Court Opinion

ID: 6406623
Source: CourtListenerOpinion
Date Created: 2022-06-25 11:49:28.308439+00
Date Added: 2024-06-11T15:51:13.905362
License: Public Domain

The opinion of the Court was afterwards drawn up by
Shaw C. J.
By the terms of sale, the defendant acquired no title to the pew, but only a right to obtain a title by deed, on compliance with certain terms, which he never complied with. Under this contract he had a license only to occupy the pew, and the acts and votes of the parish afterwards, were .a sufficient revocation of such license. But if it is to be understood from the terms of sale, that after the first payment the purchasers were to occupy for one year, at which time the second payment would become due, it was a lease for a year, on the expiration of which the defendant holding over without making further payment, the plaintiffs had a right to enter without notice and did enter, and the defendant’s entry and occupation afterwards was a trespass.

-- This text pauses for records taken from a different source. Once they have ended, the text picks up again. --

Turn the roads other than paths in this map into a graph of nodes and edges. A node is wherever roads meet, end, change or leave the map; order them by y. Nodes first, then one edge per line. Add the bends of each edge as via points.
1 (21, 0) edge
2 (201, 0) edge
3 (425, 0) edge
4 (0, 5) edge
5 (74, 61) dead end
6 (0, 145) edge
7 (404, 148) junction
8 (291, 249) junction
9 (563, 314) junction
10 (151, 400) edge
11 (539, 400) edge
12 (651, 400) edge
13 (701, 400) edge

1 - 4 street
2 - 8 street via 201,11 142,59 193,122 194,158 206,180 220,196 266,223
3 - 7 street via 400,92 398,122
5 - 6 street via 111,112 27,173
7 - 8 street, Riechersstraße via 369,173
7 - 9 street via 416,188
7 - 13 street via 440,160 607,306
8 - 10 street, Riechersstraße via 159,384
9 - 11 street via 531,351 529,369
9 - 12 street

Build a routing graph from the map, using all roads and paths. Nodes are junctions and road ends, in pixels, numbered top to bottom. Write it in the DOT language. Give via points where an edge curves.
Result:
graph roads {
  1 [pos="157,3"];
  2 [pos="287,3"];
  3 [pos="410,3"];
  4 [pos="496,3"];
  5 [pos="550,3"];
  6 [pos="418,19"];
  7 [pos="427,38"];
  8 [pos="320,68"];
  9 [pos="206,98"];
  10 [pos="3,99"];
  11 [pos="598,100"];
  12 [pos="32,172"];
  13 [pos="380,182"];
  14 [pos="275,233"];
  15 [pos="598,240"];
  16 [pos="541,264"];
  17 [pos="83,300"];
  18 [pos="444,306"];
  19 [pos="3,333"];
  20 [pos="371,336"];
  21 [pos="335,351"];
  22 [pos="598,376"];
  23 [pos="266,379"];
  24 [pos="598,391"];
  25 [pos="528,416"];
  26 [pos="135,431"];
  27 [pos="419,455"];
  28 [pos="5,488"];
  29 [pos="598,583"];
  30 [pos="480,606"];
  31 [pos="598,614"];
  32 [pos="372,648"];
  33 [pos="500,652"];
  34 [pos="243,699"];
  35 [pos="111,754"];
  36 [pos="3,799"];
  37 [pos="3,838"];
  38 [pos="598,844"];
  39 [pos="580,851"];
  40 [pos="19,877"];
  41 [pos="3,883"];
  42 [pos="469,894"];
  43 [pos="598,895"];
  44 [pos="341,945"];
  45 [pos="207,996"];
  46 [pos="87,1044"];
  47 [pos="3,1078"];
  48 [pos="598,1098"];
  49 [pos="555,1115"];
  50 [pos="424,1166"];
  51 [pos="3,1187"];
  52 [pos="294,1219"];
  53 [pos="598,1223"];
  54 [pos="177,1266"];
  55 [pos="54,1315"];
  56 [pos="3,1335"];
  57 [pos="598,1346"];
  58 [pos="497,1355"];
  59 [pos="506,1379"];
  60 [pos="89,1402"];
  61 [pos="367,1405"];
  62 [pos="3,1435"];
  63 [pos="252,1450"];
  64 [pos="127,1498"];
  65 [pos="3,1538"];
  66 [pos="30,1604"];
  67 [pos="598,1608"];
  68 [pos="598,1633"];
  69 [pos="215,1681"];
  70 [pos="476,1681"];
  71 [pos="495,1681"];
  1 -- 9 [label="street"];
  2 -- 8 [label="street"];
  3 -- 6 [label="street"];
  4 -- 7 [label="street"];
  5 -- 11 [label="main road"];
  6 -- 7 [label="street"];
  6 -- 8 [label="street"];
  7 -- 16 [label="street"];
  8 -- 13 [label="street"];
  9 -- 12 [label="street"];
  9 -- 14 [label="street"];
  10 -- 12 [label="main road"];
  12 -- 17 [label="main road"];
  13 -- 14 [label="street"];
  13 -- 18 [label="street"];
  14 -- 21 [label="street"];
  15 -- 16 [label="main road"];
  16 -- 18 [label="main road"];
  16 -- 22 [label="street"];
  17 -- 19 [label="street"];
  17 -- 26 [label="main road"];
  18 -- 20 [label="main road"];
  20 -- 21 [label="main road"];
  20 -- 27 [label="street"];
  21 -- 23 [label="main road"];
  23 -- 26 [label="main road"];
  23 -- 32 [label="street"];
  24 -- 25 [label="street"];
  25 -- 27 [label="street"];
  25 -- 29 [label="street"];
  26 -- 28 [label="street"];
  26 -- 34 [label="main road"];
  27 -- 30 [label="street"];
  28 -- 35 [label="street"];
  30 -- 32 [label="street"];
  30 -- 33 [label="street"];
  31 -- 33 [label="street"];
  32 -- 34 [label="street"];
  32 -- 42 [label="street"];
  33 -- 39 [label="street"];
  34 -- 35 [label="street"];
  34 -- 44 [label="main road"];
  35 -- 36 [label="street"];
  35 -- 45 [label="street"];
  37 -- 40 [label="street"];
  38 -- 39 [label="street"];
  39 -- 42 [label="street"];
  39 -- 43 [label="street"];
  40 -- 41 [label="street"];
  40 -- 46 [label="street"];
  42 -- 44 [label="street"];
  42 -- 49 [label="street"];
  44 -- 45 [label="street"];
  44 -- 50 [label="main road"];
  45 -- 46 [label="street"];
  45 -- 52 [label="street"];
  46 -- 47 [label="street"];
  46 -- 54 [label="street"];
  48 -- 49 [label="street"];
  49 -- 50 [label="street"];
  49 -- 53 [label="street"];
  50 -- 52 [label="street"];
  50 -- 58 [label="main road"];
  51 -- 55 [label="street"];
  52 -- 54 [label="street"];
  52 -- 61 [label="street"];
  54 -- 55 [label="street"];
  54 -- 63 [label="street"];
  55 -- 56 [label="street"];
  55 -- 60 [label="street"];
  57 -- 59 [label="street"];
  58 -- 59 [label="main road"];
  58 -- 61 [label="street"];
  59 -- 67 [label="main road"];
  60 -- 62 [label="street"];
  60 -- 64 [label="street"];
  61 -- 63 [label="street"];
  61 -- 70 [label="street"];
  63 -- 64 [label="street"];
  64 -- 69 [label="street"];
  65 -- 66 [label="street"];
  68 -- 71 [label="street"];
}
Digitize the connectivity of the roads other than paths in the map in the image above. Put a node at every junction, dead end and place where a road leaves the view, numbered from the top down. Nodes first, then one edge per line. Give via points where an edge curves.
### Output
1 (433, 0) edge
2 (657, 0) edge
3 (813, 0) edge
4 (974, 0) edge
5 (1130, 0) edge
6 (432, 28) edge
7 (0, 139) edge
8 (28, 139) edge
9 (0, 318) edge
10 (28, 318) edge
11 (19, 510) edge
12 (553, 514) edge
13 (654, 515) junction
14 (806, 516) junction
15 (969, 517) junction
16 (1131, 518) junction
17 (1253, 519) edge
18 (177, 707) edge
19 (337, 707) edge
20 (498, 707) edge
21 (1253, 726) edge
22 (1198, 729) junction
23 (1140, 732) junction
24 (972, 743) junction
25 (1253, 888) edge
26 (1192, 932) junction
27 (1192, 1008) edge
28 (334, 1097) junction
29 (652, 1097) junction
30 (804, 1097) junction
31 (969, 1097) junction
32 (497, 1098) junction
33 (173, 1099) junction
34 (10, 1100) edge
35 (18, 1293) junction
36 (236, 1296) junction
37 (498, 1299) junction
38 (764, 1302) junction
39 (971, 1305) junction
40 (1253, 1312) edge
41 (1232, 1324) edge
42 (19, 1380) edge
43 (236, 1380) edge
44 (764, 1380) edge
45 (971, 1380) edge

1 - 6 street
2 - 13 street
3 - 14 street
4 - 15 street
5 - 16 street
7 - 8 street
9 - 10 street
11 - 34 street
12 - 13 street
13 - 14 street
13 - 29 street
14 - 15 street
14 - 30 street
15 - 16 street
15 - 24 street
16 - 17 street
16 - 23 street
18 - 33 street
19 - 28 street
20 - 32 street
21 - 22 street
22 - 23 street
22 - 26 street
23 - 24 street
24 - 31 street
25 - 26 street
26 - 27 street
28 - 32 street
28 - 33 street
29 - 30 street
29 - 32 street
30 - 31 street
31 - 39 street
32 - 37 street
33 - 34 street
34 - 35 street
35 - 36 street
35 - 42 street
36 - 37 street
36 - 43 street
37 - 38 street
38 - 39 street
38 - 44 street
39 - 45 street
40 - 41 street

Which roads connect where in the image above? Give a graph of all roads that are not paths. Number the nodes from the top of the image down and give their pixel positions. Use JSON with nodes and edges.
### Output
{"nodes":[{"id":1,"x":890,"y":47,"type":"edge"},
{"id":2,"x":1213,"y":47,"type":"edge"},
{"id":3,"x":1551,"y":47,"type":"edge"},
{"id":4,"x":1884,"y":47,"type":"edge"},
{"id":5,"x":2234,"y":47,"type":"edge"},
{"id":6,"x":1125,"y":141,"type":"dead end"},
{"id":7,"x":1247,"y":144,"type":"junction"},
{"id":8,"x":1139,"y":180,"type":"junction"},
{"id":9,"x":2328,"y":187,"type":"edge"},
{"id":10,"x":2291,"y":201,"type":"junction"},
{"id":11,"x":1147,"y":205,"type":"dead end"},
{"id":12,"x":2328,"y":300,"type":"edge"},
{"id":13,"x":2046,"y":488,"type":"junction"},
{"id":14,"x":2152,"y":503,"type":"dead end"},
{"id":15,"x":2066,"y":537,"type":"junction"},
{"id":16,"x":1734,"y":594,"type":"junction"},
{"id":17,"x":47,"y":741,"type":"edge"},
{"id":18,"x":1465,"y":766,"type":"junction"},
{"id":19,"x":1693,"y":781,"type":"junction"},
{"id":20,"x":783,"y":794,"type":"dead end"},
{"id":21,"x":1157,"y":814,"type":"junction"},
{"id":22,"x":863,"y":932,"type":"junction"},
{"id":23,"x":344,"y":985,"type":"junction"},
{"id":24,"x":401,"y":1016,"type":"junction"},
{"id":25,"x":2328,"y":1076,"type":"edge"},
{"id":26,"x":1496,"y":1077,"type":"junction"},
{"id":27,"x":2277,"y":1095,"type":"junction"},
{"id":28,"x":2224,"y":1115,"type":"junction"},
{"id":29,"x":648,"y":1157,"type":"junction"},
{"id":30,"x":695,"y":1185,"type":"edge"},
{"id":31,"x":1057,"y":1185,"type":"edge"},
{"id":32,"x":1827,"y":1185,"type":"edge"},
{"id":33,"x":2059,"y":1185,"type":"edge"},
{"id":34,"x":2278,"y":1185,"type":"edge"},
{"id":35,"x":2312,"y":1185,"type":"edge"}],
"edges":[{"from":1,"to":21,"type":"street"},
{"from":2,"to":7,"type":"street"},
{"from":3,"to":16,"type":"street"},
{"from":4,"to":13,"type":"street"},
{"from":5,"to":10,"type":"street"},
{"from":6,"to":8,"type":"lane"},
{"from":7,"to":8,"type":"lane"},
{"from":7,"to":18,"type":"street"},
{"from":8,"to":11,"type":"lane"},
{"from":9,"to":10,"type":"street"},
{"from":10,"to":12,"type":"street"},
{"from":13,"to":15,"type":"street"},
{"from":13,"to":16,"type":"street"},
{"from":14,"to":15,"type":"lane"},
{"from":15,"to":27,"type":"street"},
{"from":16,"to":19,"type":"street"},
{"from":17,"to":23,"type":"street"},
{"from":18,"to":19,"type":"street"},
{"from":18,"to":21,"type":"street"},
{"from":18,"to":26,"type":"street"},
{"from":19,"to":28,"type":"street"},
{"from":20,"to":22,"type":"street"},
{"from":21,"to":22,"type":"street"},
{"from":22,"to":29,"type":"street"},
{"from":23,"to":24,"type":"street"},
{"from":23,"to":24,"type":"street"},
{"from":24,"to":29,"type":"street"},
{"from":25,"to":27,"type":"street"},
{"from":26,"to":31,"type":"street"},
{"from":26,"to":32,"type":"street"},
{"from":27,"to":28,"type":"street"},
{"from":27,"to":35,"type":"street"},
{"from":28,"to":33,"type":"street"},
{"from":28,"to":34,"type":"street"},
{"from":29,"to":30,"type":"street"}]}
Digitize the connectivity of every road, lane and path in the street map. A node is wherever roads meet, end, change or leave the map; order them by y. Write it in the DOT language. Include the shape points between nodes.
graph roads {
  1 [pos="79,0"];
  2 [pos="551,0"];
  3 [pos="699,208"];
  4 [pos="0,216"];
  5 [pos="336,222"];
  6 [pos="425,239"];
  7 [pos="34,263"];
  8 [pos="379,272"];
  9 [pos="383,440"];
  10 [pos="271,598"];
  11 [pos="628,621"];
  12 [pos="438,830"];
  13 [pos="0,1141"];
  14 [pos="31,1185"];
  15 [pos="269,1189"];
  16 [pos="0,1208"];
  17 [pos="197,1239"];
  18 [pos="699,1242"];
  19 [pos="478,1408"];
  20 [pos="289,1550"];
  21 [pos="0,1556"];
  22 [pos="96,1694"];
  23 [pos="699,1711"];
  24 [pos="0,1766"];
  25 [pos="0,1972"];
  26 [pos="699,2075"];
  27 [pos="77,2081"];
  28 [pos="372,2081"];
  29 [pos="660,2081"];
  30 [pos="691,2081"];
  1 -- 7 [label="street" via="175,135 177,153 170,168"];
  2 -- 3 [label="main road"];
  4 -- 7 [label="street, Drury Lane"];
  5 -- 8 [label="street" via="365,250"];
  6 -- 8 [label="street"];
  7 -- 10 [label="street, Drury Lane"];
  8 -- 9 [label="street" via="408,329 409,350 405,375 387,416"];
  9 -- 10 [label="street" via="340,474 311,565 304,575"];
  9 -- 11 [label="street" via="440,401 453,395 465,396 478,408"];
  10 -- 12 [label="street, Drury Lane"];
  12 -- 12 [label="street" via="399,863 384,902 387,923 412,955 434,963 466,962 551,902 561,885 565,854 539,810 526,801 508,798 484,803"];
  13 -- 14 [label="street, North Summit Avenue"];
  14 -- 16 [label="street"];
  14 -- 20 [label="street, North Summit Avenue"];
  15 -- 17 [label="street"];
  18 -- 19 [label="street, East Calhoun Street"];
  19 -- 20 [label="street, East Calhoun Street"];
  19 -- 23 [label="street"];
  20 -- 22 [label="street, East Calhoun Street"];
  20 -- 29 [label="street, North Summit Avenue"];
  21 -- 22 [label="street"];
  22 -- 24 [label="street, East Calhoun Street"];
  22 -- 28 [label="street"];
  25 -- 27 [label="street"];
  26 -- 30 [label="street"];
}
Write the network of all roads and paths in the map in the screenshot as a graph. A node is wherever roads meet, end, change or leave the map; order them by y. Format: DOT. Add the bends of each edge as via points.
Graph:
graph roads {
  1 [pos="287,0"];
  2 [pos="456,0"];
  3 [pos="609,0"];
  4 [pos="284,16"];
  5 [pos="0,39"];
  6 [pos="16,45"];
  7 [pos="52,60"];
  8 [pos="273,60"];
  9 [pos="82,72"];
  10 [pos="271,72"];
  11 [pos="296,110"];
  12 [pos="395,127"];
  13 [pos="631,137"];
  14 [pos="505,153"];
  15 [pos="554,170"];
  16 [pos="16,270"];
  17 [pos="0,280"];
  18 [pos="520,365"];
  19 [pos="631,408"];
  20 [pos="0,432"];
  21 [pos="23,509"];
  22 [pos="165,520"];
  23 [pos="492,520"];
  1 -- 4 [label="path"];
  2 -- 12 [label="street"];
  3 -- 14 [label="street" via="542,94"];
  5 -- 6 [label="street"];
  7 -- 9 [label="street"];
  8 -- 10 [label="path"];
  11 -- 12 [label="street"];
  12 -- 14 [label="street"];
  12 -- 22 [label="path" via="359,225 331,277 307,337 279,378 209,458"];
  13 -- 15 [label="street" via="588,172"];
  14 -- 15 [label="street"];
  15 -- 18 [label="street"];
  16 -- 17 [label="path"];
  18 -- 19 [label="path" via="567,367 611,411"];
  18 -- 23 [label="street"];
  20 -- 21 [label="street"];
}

But were he to be considered tenant at will, we think the result would be the same. The vote of the 11th of May was a sufficient notice to quit, if the defendant had notice of it, which it is stated in the report that he had. But if he was tenant, at will, it was upon the terms of paying interest in *147nature of rent. But he paid none, and therefore, by the statute relied on, St. 1825, c. 89, § 4, fourteen days’ notice was sufficient.
The several votes of the parish, proposing to extend the time for giving deeds, upon certain terms specified, were offers only, and not being acceded to by the defendant, do not enlarge his rights, or limit those of the plaintiffs.
Exceptions overruled, and judgment of the Court of Common Pleas affirmed.